July 24, 2024 | Warren Shoulberg
Announcements from two of the biggest developers in the business offer encouraging news for the timber building business.
It was good news for the mass timber building sector at the recent National Association of Real Estate Editors in Austin as two of the biggest commercial developers said that wooden buildings are leasing up faster and getting higher rents as compared with structures using standard building materials.
Representatives from Hines and Howard Hughes Holding, which are key developers in the commercial building sector, also said costs are coming down for mass timber structures and that the levels of carbon in these building is substantially less than those that use more conventional materials like steel and concrete.

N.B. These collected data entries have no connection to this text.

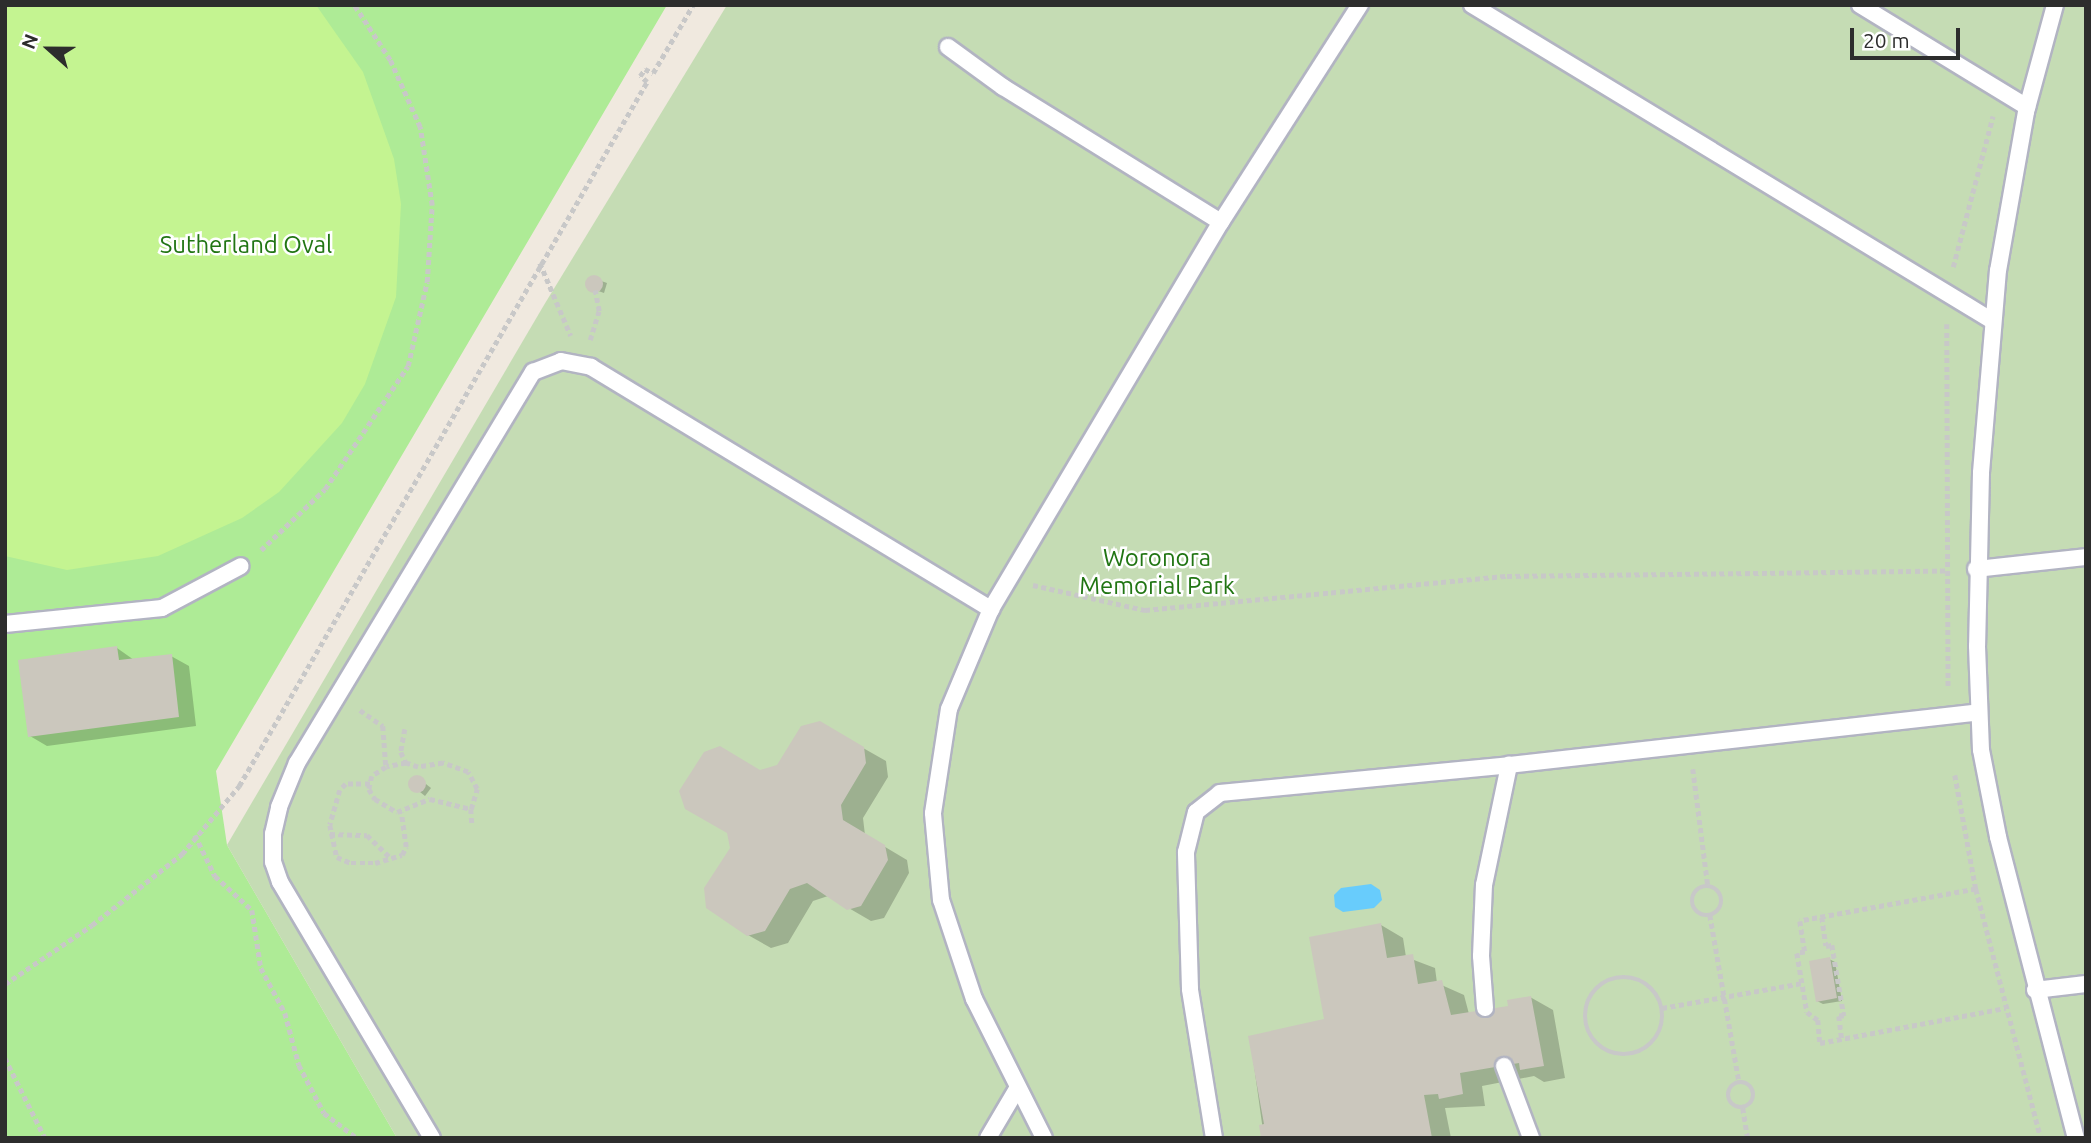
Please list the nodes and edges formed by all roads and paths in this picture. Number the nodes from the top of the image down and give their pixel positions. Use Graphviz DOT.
graph roads {
  1 [pos="354,5"];
  2 [pos="693,5"];
  3 [pos="1360,5"];
  4 [pos="1472,5"];
  5 [pos="1860,5"];
  6 [pos="2055,5"];
  7 [pos="948,47"];
  8 [pos="2027,107"];
  9 [pos="1221,222"];
  10 [pos="540,262"];
  11 [pos="595,290"];
  12 [pos="1991,320"];
  13 [pos="580,363"];
  14 [pos="2086,557"];
  15 [pos="241,566"];
  16 [pos="1976,569"];
  17 [pos="1009,579"];
  18 [pos="990,609"];
  19 [pos="5,624"];
  20 [pos="337,695"];
  21 [pos="1978,712"];
  22 [pos="405,729"];
  23 [pos="1690,744"];
  24 [pos="407,763"];
  25 [pos="1509,765"];
  26 [pos="386,767"];
  27 [pos="370,784"];
  28 [pos="471,808"];
  29 [pos="401,812"];
  30 [pos="472,825"];
  31 [pos="194,834"];
  32 [pos="330,834"];
  33 [pos="391,858"];
  34 [pos="1708,886"];
  35 [pos="1976,889"];
  36 [pos="1710,915"];
  37 [pos="1822,917"];
  38 [pos="5,984"];
  39 [pos="1802,984"];
  40 [pos="2086,984"];
  41 [pos="2035,990"];
  42 [pos="1724,995"];
  43 [pos="1485,1008"];
  44 [pos="1662,1008"];
  45 [pos="2006,1009"];
  46 [pos="1842,1039"];
  47 [pos="5,1058"];
  48 [pos="1504,1066"];
  49 [pos="1739,1082"];
  50 [pos="1017,1089"];
  51 [pos="1743,1108"];
  52 [pos="2073,1137"];
  53 [pos="46,1138"];
  54 [pos="357,1138"];
  55 [pos="432,1138"];
  56 [pos="988,1138"];
  57 [pos="1044,1138"];
  58 [pos="1214,1138"];
  59 [pos="1531,1138"];
  60 [pos="1748,1138"];
  1 -- 15 [label="path"];
  2 -- 10 [label="path"];
  3 -- 9 [label="lane"];
  4 -- 12 [label="lane"];
  5 -- 8 [label="lane"];
  6 -- 8 [label="lane"];
  7 -- 9 [label="lane"];
  8 -- 12 [label="lane"];
  9 -- 17 [label="lane"];
  10 -- 13 [label="path"];
  10 -- 31 [label="path"];
  11 -- 13 [label="path"];
  12 -- 16 [label="lane"];
  13 -- 18 [label="lane"];
  13 -- 20 [label="lane"];
  14 -- 16 [label="lane"];
  15 -- 19 [label="lane"];
  16 -- 17 [label="path"];
  16 -- 21 [label="lane"];
  17 -- 18 [label="lane"];
  18 -- 50 [label="lane"];
  20 -- 26 [label="path"];
  20 -- 55 [label="lane"];
  21 -- 23 [label="lane"];
  21 -- 41 [label="lane"];
  22 -- 24 [label="path"];
  23 -- 25 [label="lane"];
  23 -- 34 [label="path"];
  24 -- 26 [label="path"];
  24 -- 28 [label="path"];
  25 -- 43 [label="lane"];
  25 -- 58 [label="lane"];
  26 -- 27 [label="path"];
  27 -- 29 [label="path"];
  27 -- 32 [label="path"];
  28 -- 29 [label="path"];
  28 -- 30 [label="path"];
  29 -- 33 [label="path"];
  31 -- 38 [label="path"];
  31 -- 54 [label="path"];
  32 -- 33 [label="path"];
  32 -- 33 [label="path"];
  34 -- 36 [label="path"];
  34 -- 36 [label="path"];
  35 -- 37 [label="path"];
  36 -- 42 [label="path"];
  37 -- 39 [label="path"];
  37 -- 46 [label="path"];
  39 -- 42 [label="path"];
  39 -- 46 [label="path"];
  40 -- 41 [label="lane"];
  41 -- 52 [label="lane"];
  42 -- 44 [label="path"];
  42 -- 49 [label="path"];
  44 -- 44 [label="path"];
  45 -- 46 [label="path"];
  47 -- 53 [label="path"];
  48 -- 59 [label="lane"];
  49 -- 51 [label="path"];
  49 -- 51 [label="path"];
  50 -- 56 [label="lane"];
  50 -- 57 [label="lane"];
  51 -- 60 [label="path"];
}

“The velocity of the leasing is the market speaking to us,” Hines senior managing director John Mooz said. The company’s new 100,000-square-foot T3 ATX Eastside office and residential building finished in Austin in November is 47 percent leased, he said. He added that given that the Austin market is very soft right now for office occupancy this was good news. “It’s experiential,” Mooz said. “People respond well to biophilic design,” adding that he expects Hines to pursue more mass timber projects.
Howard Hughes said it is building a 490,000-square-foot mass timber office building One Bridgeland Green in Cypress, TX, not a prime office market. Yet Hughes said the building is 80 percent leased ahead of completion. The company said it too plans to look at developing more mass timber projects.